Thankfully, the trademark dark humor of McDonagh, so evident in 2012’s Seven Psychopaths and his masterful directorial debut, In Bruges (2008), is still present, though it feels more organic this time around. There’s not much zaniness to be found in a plot involving rape, torture, and deep spiritual pain. Instead, McDonagh finds humor in each character’s foibles and insecurities, drawing them to the surface where he can poke at them again and again.

This insistence upon character depth allows Three Billboards Outside Ebbing, Missouri to subvert expectation, even when you feel confident about the story’s direction. Take Chief Willoughby, for example. You’ve seen dozens of bumpkin sheriffs in the movies, but few have the richness of Willoughby; a man who sympathizes with Mildred, but must remain loyal to his incompetent officers. Ironically, it’s Willoughby, not Mildred, who represents the possibility for positive change, using his words to temper the anger of his hot-headed crew and project a genuine, if flawed humanity.

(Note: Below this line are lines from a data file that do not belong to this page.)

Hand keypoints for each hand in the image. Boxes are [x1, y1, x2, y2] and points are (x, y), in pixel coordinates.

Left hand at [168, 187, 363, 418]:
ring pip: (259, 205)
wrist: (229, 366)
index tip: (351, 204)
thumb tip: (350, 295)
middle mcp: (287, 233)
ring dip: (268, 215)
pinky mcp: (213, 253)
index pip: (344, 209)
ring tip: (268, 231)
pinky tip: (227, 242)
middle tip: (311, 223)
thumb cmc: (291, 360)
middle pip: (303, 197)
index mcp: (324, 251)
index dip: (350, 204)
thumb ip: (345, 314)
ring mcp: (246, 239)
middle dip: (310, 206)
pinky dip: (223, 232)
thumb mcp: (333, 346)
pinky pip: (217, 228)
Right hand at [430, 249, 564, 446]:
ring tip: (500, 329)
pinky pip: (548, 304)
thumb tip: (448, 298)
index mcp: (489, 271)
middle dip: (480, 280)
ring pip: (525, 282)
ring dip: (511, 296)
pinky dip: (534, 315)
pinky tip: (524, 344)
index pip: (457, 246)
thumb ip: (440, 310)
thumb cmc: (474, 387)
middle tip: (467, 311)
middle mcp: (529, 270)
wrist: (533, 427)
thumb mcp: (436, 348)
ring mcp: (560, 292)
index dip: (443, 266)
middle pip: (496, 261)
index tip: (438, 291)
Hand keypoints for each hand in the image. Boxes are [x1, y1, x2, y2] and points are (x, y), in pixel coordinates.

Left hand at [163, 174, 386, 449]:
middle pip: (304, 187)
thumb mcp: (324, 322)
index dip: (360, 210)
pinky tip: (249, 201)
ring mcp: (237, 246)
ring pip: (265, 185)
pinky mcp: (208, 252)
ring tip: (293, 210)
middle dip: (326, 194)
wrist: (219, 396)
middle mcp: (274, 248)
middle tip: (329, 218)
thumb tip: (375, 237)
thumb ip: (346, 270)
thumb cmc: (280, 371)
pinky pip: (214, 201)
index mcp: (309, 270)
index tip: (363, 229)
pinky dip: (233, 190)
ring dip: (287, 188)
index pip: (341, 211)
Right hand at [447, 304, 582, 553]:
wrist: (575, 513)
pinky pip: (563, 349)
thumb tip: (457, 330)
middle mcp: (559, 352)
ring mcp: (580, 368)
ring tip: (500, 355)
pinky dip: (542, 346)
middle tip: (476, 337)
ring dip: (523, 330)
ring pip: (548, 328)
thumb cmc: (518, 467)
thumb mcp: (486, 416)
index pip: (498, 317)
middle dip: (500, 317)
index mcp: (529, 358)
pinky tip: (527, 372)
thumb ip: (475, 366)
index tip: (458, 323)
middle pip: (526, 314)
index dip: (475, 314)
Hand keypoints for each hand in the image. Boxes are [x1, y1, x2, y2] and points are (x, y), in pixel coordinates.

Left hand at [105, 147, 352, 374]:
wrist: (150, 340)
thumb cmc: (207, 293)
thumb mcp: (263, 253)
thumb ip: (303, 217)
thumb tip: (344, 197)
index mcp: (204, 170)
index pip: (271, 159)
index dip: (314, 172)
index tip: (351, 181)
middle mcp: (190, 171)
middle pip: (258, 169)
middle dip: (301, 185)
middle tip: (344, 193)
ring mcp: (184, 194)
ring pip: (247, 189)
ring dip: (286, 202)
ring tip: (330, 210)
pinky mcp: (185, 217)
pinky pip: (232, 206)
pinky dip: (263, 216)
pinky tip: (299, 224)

The lack of humanity in Mildred, however, results in the film’s one glaring flaw. Her three billboards set in motion a string of fateful events that lack any moral resonance for her. She’s tough as nails, to be sure, but did she actually learn anything? As the film progresses, Mildred becomes an obstructive force of vengeance; her only hope springing from fantasies of coldblooded murder. A good argument could be made that Mildred isn’t the hero of the piece, but the antagonist.

Perhaps that’s precisely McDonagh’s artistic objective. In Three Billboards Outside Ebbing, Missouri he has created the perfect metaphor for emotional stagnation. Those who become thoroughly consumed by grief and self-loathing are doomed to deepen that cycle with their single-minded pursuit of some non-existent cosmic justice. When faced with such indiscriminate tragedy, our only salvation seems to be temperance.

What ensures McDonagh’s film still works on a thematic level is Willoughby’s erratic sidekick, Officer Dixon (Sam Rockwell in an Oscar worthy turn). Here is a truly reprehensible man; a policeman who thinks nothing of beating African American inmates and throwing suspects out of second story windows. If he isn’t getting drunk in his down time, he’s being belittled by his loathsome mother (Sandy Martin as easily the scariest character in the entire film).

And yet, there’s a glimmer of humanity that burns deep within his twisted mind. That McDonagh doesn’t relegate Dixon to the stockpile of one-dimensional racist policemen enriches his story tremendously. Rockwell becomes not only the film’s best source for comedy and true menace but its most tantalizing candidate for redemption. There’s simply no way to predict what Officer Dixon will do next, which makes him a singularly fascinating character.

McDonagh has crafted an undeniably strong film that’s certain to linger with audiences. While it may lack the thematic clarity it needs to become a classic, there are more than enough moments of cruelty, kindness, and humor to land Three Billboards Outside Ebbing, Missouri on everyone’s Best of 2017 list. And that’s exactly where it belongs.